Extracted data entries:

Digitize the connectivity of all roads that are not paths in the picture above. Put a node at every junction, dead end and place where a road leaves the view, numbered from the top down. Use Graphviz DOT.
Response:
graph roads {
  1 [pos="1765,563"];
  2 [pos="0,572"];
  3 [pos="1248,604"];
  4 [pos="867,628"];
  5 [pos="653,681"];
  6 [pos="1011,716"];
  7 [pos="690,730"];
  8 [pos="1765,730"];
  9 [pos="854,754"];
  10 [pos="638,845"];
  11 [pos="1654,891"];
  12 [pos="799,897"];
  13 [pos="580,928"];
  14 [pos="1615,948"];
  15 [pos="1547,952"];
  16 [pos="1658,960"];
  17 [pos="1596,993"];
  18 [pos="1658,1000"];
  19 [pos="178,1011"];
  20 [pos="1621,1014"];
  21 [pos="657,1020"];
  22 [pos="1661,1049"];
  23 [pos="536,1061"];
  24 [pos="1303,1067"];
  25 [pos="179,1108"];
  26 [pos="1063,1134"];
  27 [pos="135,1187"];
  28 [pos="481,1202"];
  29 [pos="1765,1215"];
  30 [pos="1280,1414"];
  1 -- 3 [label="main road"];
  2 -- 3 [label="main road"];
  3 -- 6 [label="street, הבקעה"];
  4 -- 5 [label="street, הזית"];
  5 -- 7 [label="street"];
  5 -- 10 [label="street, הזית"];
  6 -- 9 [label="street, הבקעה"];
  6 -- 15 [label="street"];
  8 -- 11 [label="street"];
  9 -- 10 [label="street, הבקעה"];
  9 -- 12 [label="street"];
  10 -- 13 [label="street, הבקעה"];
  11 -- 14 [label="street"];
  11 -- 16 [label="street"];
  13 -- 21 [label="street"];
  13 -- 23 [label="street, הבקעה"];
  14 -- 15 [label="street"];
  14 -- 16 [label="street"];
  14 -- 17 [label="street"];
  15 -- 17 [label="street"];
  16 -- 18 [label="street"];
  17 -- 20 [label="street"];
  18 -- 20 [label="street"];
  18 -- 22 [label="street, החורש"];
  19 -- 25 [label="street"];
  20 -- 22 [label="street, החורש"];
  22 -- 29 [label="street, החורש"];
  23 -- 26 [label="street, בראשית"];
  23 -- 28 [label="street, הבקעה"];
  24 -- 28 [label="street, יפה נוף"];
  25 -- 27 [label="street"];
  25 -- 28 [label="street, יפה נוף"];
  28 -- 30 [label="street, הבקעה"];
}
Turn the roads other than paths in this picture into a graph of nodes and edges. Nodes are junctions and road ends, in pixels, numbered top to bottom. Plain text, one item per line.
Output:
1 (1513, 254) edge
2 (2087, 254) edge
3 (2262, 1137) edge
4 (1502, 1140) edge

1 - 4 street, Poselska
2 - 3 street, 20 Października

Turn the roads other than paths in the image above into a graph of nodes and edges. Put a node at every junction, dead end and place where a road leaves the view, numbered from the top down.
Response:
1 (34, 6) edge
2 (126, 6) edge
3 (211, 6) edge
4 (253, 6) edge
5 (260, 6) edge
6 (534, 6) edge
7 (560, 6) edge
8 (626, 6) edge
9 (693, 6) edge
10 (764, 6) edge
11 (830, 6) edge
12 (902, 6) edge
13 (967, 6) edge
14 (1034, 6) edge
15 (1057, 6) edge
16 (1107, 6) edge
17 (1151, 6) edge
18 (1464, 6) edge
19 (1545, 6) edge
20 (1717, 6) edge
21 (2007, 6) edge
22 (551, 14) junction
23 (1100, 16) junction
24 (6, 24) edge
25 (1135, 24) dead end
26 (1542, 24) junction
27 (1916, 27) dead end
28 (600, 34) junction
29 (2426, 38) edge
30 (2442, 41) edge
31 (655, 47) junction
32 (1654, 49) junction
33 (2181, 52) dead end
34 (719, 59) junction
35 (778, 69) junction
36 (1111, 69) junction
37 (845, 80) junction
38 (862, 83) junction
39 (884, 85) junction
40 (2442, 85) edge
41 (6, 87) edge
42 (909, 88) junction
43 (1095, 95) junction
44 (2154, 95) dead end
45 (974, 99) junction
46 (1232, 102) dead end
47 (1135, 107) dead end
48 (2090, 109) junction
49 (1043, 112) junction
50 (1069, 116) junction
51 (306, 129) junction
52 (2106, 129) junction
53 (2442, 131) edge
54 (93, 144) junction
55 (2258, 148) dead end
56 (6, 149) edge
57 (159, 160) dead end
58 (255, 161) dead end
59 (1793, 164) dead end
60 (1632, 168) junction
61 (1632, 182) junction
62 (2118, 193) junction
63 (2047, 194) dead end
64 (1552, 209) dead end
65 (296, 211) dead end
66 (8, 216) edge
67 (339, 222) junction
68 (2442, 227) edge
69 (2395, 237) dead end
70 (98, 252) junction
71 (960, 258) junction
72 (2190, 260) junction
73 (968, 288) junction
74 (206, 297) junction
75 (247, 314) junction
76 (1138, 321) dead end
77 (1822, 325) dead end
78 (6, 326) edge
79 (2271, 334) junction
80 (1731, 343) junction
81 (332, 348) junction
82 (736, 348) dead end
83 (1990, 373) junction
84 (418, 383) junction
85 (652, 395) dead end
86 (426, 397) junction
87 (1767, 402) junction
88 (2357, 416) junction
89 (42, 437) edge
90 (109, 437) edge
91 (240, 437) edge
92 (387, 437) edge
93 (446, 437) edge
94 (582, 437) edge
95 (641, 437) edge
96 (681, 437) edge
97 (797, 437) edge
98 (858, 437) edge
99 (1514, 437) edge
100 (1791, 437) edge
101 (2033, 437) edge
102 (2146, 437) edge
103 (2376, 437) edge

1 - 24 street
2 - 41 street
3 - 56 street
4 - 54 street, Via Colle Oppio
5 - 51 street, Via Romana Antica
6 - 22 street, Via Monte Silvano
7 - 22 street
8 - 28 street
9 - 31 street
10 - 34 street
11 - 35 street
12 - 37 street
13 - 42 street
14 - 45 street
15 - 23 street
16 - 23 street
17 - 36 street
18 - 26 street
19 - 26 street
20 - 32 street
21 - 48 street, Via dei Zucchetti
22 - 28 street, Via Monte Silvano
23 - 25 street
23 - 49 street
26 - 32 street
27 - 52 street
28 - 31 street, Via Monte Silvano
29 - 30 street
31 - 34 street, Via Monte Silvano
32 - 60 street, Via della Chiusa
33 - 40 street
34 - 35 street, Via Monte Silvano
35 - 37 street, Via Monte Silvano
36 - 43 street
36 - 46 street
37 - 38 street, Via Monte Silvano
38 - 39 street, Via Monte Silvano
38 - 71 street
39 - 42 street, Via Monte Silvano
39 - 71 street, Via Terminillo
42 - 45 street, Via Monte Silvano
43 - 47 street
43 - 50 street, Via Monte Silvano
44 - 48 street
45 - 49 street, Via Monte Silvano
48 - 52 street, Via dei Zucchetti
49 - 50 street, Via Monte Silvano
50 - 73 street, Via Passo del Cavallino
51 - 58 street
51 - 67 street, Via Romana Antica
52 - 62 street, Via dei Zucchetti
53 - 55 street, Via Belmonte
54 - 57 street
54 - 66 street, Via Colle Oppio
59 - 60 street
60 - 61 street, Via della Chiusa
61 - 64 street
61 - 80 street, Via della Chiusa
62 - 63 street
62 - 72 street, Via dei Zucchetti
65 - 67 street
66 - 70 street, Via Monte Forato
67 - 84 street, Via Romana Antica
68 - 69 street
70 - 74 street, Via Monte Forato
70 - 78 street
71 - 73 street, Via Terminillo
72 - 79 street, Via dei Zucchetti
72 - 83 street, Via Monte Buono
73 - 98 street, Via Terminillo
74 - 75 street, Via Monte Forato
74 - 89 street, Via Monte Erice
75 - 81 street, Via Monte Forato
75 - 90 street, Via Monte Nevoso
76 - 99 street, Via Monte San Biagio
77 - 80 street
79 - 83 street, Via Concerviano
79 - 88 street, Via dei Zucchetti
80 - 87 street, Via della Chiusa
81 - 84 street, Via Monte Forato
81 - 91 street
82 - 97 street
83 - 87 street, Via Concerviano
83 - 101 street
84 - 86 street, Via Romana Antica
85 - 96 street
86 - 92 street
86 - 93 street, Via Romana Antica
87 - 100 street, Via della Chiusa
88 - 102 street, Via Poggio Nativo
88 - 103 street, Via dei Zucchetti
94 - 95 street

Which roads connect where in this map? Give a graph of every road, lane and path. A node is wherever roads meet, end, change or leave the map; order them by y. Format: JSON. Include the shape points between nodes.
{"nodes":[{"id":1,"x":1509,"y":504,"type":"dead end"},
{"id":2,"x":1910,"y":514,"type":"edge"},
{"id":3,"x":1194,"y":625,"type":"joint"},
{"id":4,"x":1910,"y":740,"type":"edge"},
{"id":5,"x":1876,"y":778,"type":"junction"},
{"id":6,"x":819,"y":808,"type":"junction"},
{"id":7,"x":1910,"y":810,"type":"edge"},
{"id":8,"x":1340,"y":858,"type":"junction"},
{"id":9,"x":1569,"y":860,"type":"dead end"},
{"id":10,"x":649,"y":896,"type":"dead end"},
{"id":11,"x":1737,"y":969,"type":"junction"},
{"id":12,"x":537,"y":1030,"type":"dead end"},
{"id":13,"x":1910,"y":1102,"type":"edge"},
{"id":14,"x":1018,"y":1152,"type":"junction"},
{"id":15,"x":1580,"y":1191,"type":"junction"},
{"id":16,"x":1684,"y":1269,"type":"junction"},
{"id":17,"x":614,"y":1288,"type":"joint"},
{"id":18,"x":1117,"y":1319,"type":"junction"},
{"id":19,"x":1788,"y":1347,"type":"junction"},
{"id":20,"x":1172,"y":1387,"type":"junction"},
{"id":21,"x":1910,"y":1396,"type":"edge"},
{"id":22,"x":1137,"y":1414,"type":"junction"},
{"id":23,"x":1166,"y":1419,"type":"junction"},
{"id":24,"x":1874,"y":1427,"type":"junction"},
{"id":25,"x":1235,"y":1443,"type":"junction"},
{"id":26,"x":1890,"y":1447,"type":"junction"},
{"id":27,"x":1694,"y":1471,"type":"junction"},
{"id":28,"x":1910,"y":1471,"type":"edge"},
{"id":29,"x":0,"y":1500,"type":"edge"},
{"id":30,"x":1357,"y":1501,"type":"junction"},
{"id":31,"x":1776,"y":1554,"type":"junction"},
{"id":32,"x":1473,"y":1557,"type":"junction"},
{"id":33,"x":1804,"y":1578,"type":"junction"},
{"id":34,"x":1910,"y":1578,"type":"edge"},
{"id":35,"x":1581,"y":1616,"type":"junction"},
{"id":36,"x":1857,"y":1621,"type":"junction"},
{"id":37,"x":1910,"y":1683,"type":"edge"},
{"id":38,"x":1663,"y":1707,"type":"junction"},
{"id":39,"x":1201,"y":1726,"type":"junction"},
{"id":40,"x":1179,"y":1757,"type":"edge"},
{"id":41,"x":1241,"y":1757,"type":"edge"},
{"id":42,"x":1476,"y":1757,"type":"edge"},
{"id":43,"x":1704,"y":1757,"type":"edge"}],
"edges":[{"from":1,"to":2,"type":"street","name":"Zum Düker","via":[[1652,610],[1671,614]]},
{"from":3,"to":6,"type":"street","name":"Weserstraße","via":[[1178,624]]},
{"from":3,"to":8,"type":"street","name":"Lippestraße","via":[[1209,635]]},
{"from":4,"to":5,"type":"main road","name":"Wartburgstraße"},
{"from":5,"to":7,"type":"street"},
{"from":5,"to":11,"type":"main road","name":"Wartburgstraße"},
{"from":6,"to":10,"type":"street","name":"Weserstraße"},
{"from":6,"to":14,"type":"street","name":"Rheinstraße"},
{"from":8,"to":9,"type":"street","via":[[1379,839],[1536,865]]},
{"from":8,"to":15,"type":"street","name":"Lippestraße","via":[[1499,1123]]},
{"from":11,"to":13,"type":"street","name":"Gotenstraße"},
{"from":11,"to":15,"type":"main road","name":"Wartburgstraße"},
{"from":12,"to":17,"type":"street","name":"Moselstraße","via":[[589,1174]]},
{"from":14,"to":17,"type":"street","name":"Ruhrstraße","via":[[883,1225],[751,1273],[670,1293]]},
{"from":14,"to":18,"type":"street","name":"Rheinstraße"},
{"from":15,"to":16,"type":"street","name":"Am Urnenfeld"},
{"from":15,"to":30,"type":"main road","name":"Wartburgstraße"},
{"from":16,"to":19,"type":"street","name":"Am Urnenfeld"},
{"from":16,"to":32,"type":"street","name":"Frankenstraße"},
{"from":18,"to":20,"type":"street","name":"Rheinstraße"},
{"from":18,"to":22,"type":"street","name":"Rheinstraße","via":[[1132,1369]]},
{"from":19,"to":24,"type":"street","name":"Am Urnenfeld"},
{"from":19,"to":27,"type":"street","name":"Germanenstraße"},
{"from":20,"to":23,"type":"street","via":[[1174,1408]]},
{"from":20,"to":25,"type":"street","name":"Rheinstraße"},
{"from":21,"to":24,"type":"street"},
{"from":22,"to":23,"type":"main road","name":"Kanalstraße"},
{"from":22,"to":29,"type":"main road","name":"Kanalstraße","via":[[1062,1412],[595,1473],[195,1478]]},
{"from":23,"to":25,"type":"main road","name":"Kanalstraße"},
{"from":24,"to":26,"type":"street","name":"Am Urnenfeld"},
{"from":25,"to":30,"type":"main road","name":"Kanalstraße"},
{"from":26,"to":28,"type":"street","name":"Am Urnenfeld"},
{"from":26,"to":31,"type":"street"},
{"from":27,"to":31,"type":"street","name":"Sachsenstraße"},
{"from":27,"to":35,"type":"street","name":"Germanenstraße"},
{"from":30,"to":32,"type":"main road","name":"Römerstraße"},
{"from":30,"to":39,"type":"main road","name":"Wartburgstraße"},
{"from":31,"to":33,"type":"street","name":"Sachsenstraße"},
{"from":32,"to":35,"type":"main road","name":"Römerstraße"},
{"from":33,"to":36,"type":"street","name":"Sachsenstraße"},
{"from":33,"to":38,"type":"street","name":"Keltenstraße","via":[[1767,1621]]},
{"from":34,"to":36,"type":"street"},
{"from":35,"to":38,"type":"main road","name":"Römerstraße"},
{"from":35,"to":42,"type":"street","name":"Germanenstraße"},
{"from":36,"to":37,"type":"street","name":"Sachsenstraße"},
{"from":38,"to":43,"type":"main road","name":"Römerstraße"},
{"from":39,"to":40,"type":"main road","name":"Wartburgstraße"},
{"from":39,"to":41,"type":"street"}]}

What is being asked: Across the records above, tally the lines that contain "Turn" and give the result as a number alone.

Solved problem: 2